SUPPLIED RECORDS
______
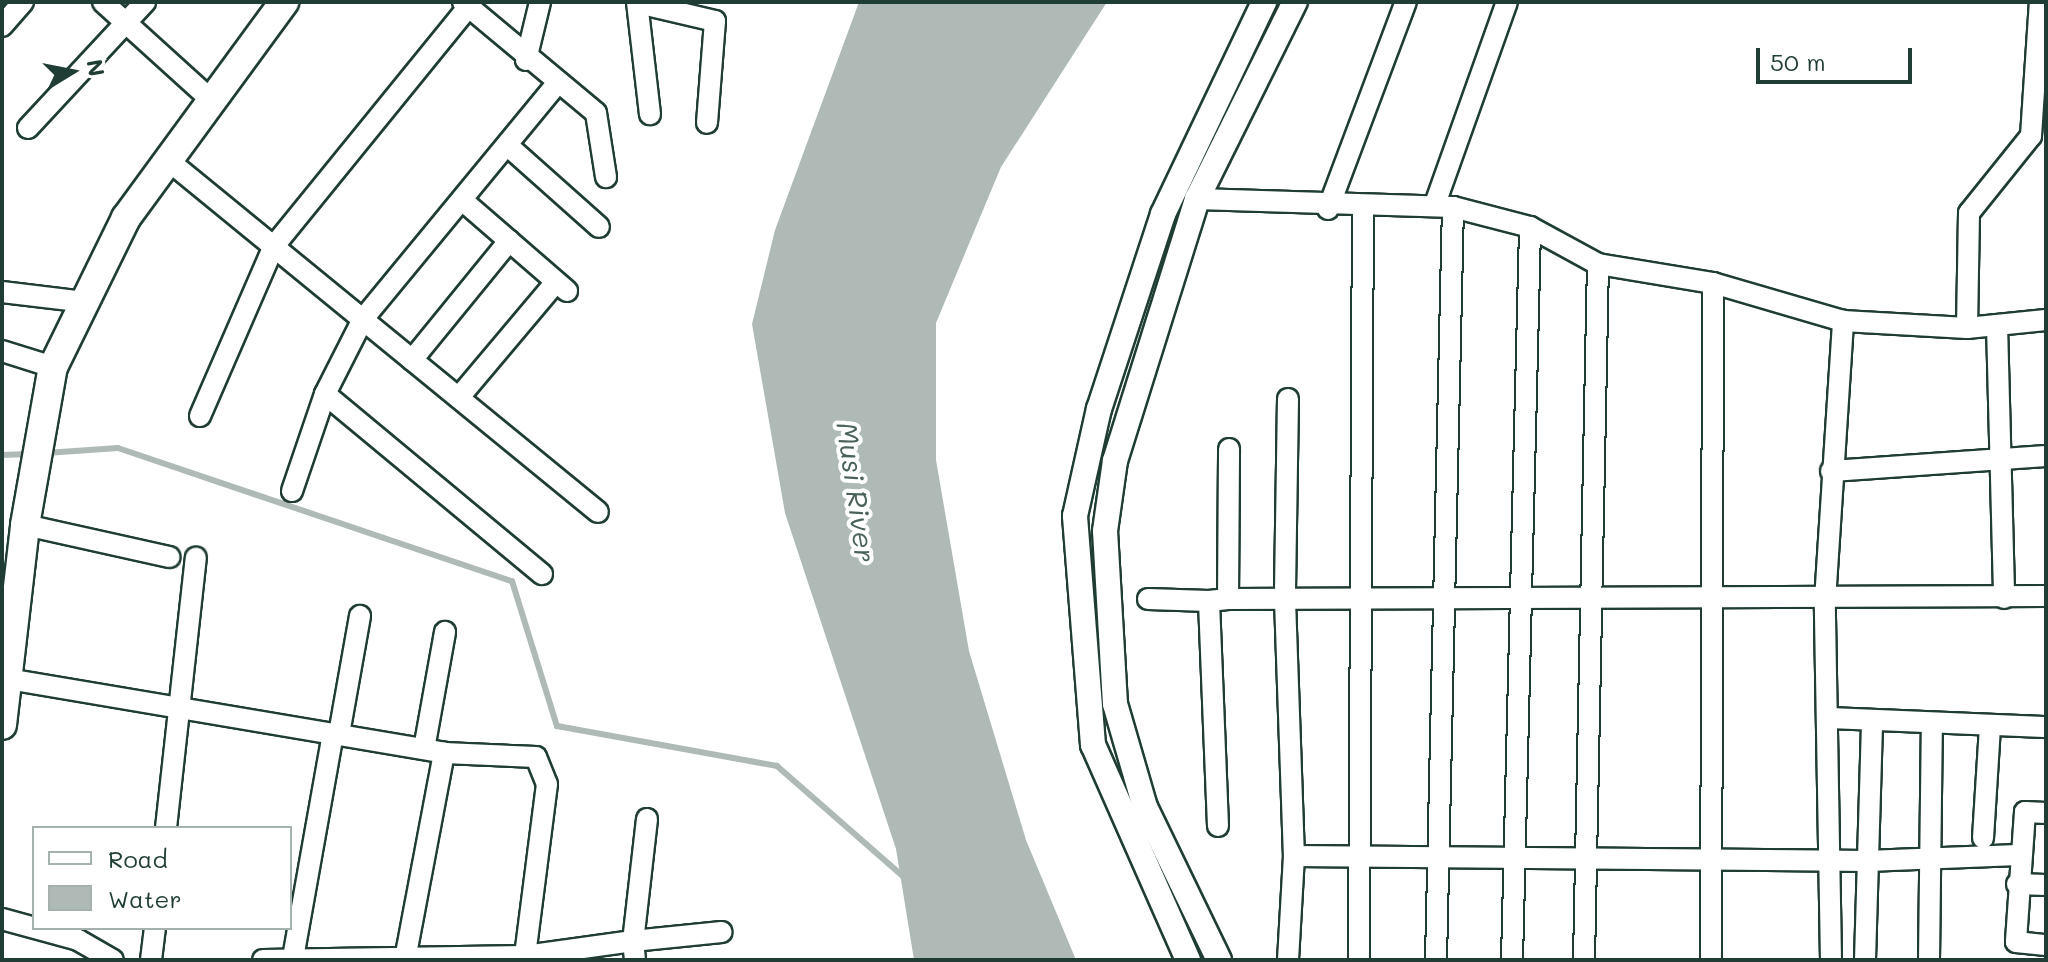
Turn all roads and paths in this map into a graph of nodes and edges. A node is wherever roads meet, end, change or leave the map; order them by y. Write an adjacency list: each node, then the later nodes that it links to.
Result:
1 (23, 2): 15 (street)
2 (103, 2): 14 (street)
3 (145, 2): 14 (street)
4 (284, 2): 19 (main road)
5 (540, 2): 17 (street)
6 (1264, 2): 114 (street)
7 (1295, 2): 26 (street)
8 (1406, 2): 30 (street)
9 (1507, 2): 28 (street)
10 (2040, 2): 16 (street)
11 (638, 3): 13 (street); 20 (street)
12 (475, 7): 17 (street); 34 (street)
13 (716, 12): 21 (street)
14 (126, 24): 19 (street); 22 (street)
15 (2, 26)
16 (2044, 34): 43 (street)
17 (526, 60): 18 (street)
18 (557, 84): 23 (street); 25 (street)
19 (212, 101): 24 (main road)
20 (650, 114)
21 (707, 123)
22 (28, 128)
23 (507, 145): 27 (street); 31 (street)
24 (169, 161): 34 (street); 38 (main road)
25 (606, 177)
26 (1197, 199): 30 (street); 115 (street)
27 (462, 200): 33 (street); 39 (street)
28 (1444, 206): 29 (street); 32 (street); 63 (street)
29 (1363, 208): 30 (street); 62 (street)
30 (1328, 209)
31 (599, 227)
32 (1530, 227): 35 (street); 71 (street)
33 (509, 241): 45 (street); 48 (street)
34 (274, 246): 39 (street); 50 (street)
35 (1598, 264): 36 (street); 69 (street)
36 (1713, 283): 41 (street); 68 (street)
37 (2, 292): 38 (street)
38 (86, 302): 46 (main road)
39 (363, 319): 45 (street); 47 (street)
40 (2046, 320): 42 (street)
41 (1843, 321): 43 (street); 54 (street)
42 (1997, 325): 43 (street); 52 (street)
43 (1967, 328)
44 (2, 351): 46 (street)
45 (412, 360): 48 (street)
46 (53, 367): 57 (main road)
47 (325, 394): 55 (street); 60 (street)
48 (460, 396): 56 (street)
49 (1288, 399): 67 (street)
50 (200, 416)
51 (1229, 449): 66 (street)
52 (1999, 456): 53 (street); 54 (street); 64 (street)
53 (2046, 456)
54 (1831, 471): 70 (street)
55 (292, 491)
56 (598, 512)
57 (17, 535): 58 (street); 74 (main road)
58 (169, 557)
59 (196, 558): 75 (street)
60 (542, 574)
61 (2046, 596): 64 (street)
62 (1366, 598): 63 (street); 67 (street); 94 (street)
63 (1443, 598): 71 (street); 95 (street)
64 (2004, 598): 70 (street)
65 (1148, 599): 66 (street)
66 (1218, 600): 67 (street); 87 (street)
67 (1285, 600): 91 (street)
68 (1708, 600): 69 (street); 70 (street); 96 (street)
69 (1594, 601): 71 (street); 89 (street)
70 (1825, 601): 76 (street)
71 (1522, 602): 92 (street)
72 (360, 616): 82 (street)
73 (445, 632): 83 (street)
74 (8, 679): 75 (street); 79 (main road)
75 (180, 703): 82 (street); 86 (street)
76 (1828, 718): 77 (street); 93 (street)
77 (1872, 720): 78 (street); 98 (street)
78 (1932, 724): 80 (street); 97 (street)
79 (2, 725)
80 (1990, 727): 81 (street); 88 (street)
81 (2046, 727)
82 (336, 734): 83 (street); 110 (street)
83 (434, 751): 108 (street); 109 (street)
84 (2046, 813): 90 (street)
85 (647, 819): 107 (street)
86 (166, 826)
87 (1218, 826)
88 (1983, 838)
89 (1589, 855): 92 (street); 96 (street); 120 (street)
90 (2018, 855): 97 (street); 99 (street)
91 (1294, 856): 94 (street); 116 (street)
92 (1513, 856): 95 (street); 119 (street)
93 (1825, 857): 96 (street); 98 (street); 122 (street)
94 (1364, 858): 95 (street); 117 (street)
95 (1436, 859): 118 (street)
96 (1711, 860): 121 (street)
97 (1930, 860): 98 (street); 124 (street)
98 (1867, 861): 123 (street)
99 (2017, 884): 100 (street); 106 (street)
100 (2046, 885)
101 (2, 919): 102 (street)
102 (32, 927)
103 (42, 930): 111 (street)
104 (155, 930): 112 (street)
105 (722, 932): 107 (street)
106 (2046, 945)
107 (634, 950): 109 (street)
108 (406, 954): 109 (street); 110 (street)
109 (525, 956)
110 (293, 958): 113 (street)
111 (113, 960)
112 (151, 960)
113 (263, 960)
114 (1188, 960)
115 (1219, 960)
116 (1288, 960)
117 (1359, 960)
118 (1436, 960)
119 (1512, 960)
120 (1584, 960)
121 (1711, 960)
122 (1831, 960)
123 (1865, 960)
124 (1929, 960)

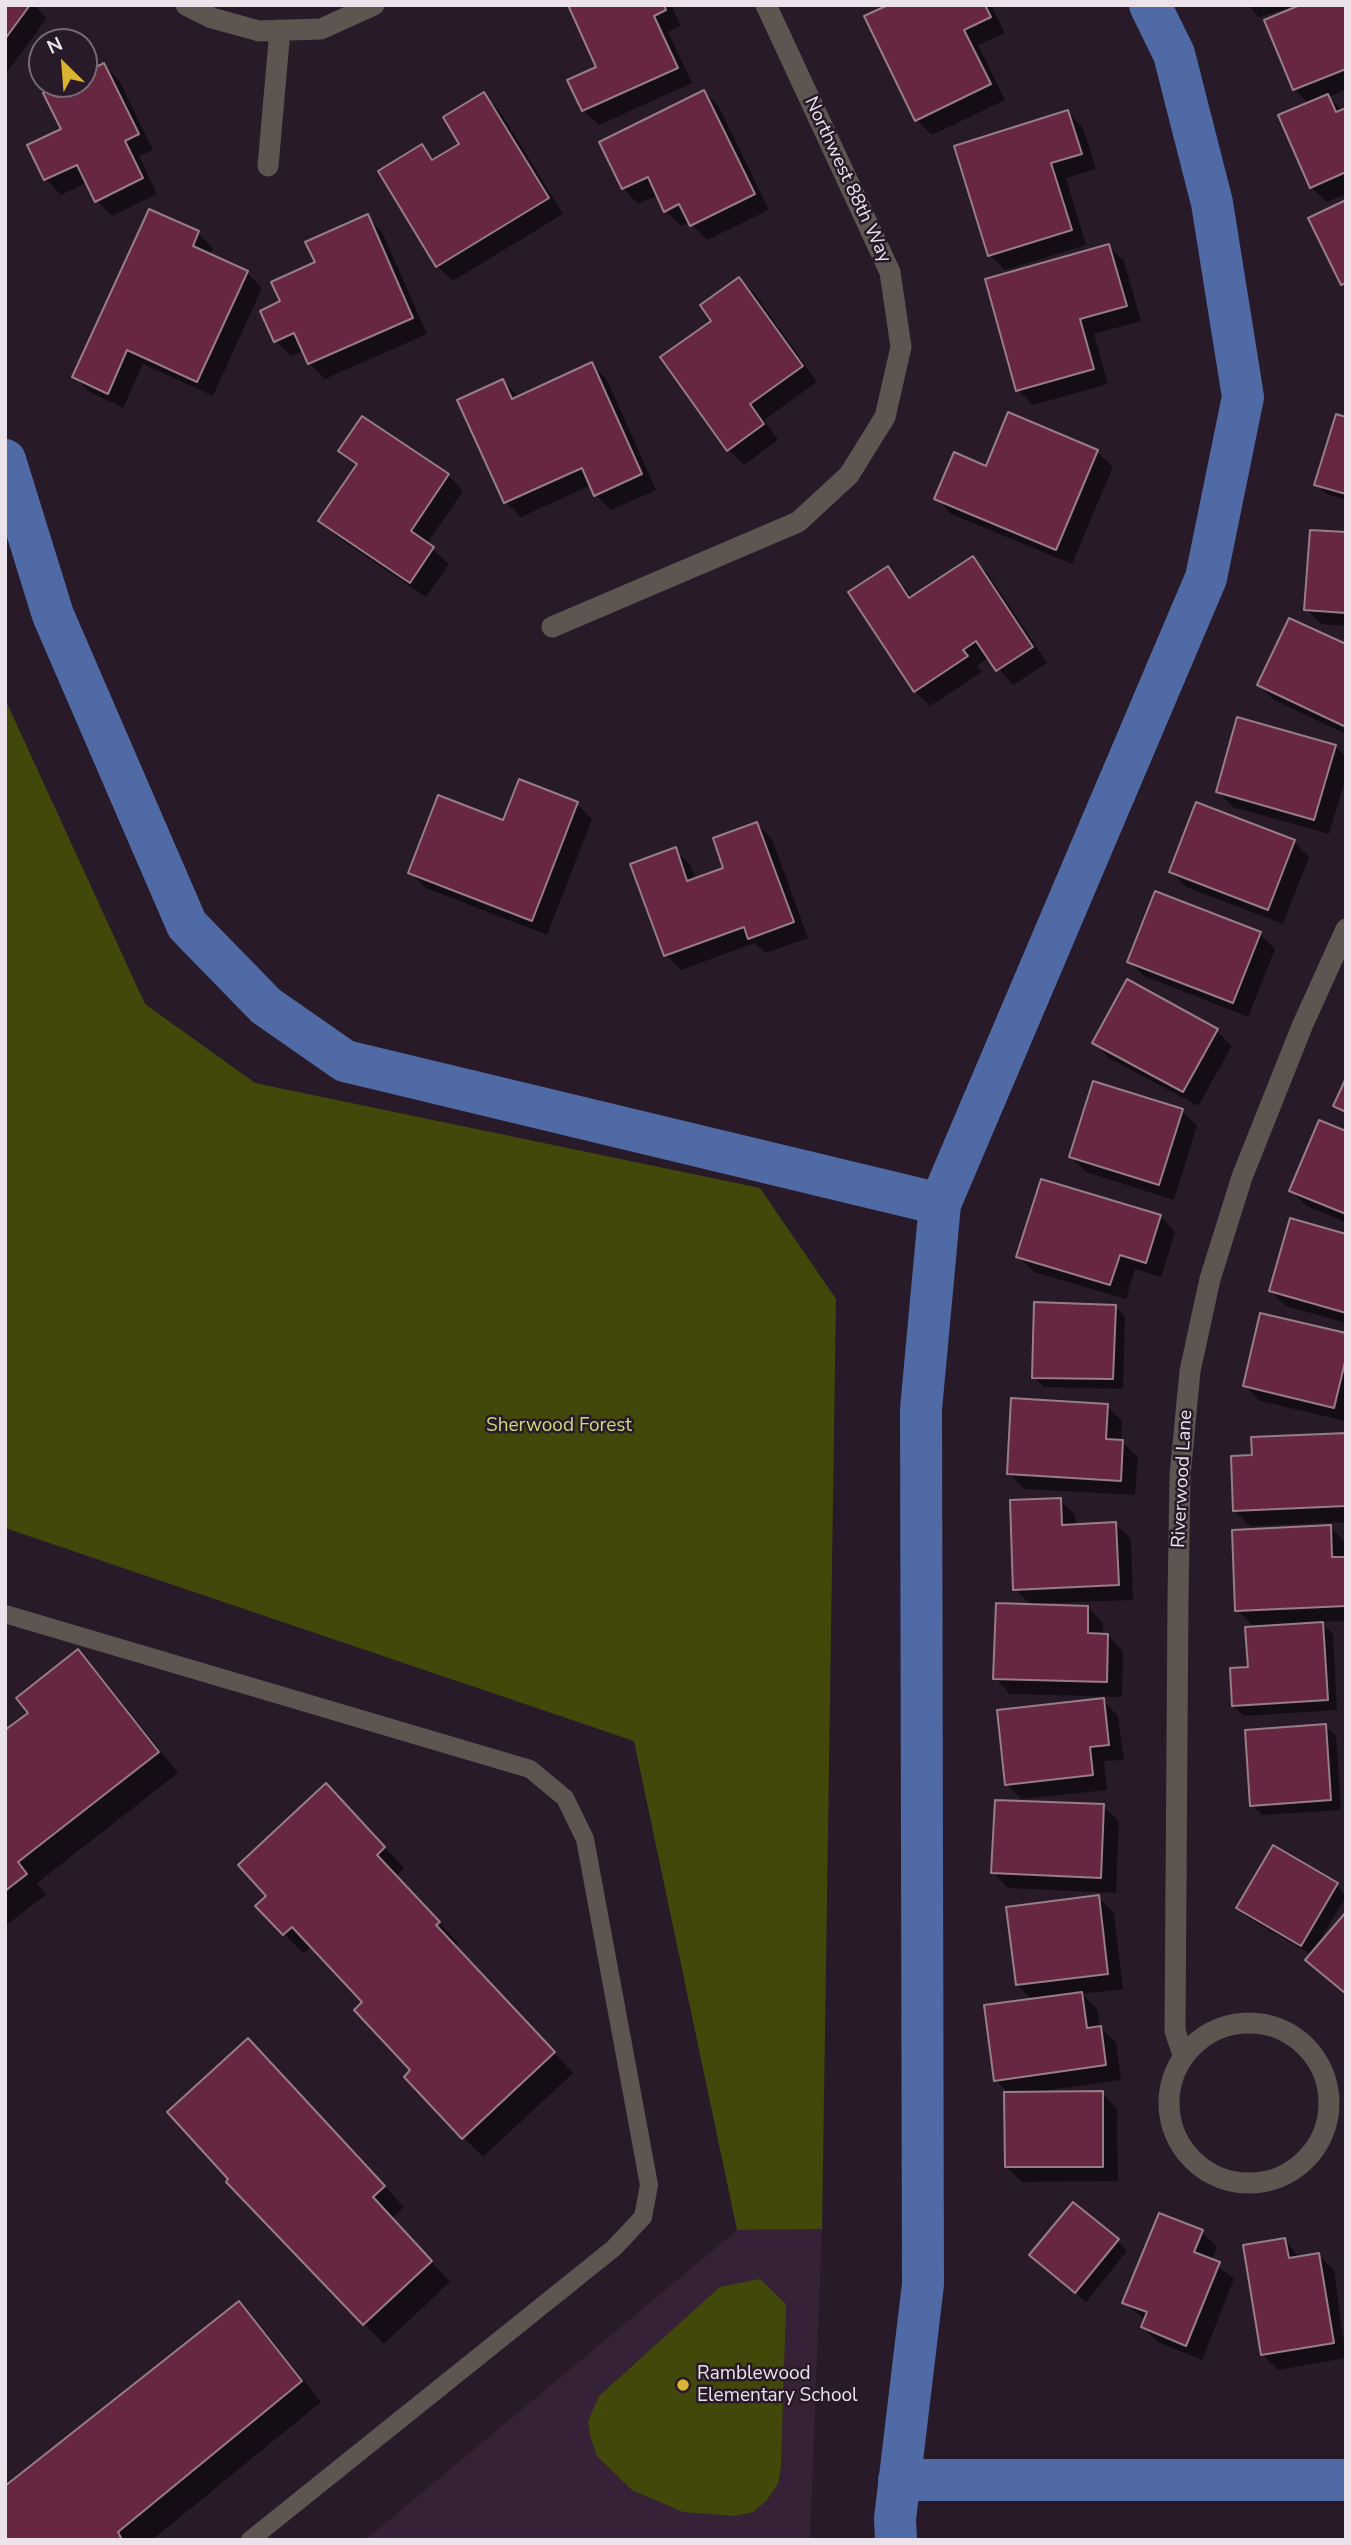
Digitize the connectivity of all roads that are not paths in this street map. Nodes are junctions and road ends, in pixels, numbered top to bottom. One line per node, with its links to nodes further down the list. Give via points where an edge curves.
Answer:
1 (186, 5): 4 (street, via 259,31)
2 (374, 5): 4 (street, via 321,29)
3 (766, 5): 6 (street, Northwest 88th Way, via 890,272 901,347 885,417 849,475 798,523)
4 (280, 30): 5 (street)
5 (268, 166)
6 (552, 627)
7 (1346, 929): 9 (street, Riverwood Lane, via 1242,1177 1210,1279 1190,1371 1180,1476 1178,1612 1175,2031)
8 (5, 1614): 10 (lane, via 530,1769 565,1798 585,1839 649,2185 643,2217 614,2248)
9 (1183, 2055): 9 (street, via 1171,2080 1168,2107 1173,2133 1187,2156 1209,2173 1235,2182 1262,2182 1287,2174 1309,2156 1323,2134 1329,2109 1327,2083 1317,2059 1300,2040 1277,2027 1251,2022 1225,2026 1202,2037)
10 (250, 2540)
______
ASSIGNMENT
Return every line of the entries above that the string "main" appears in.

TASK RESPONSE
4 (284, 2): 19 (main road)
19 (212, 101): 24 (main road)
24 (169, 161): 34 (street); 38 (main road)
38 (86, 302): 46 (main road)
46 (53, 367): 57 (main road)
57 (17, 535): 58 (street); 74 (main road)
74 (8, 679): 75 (street); 79 (main road)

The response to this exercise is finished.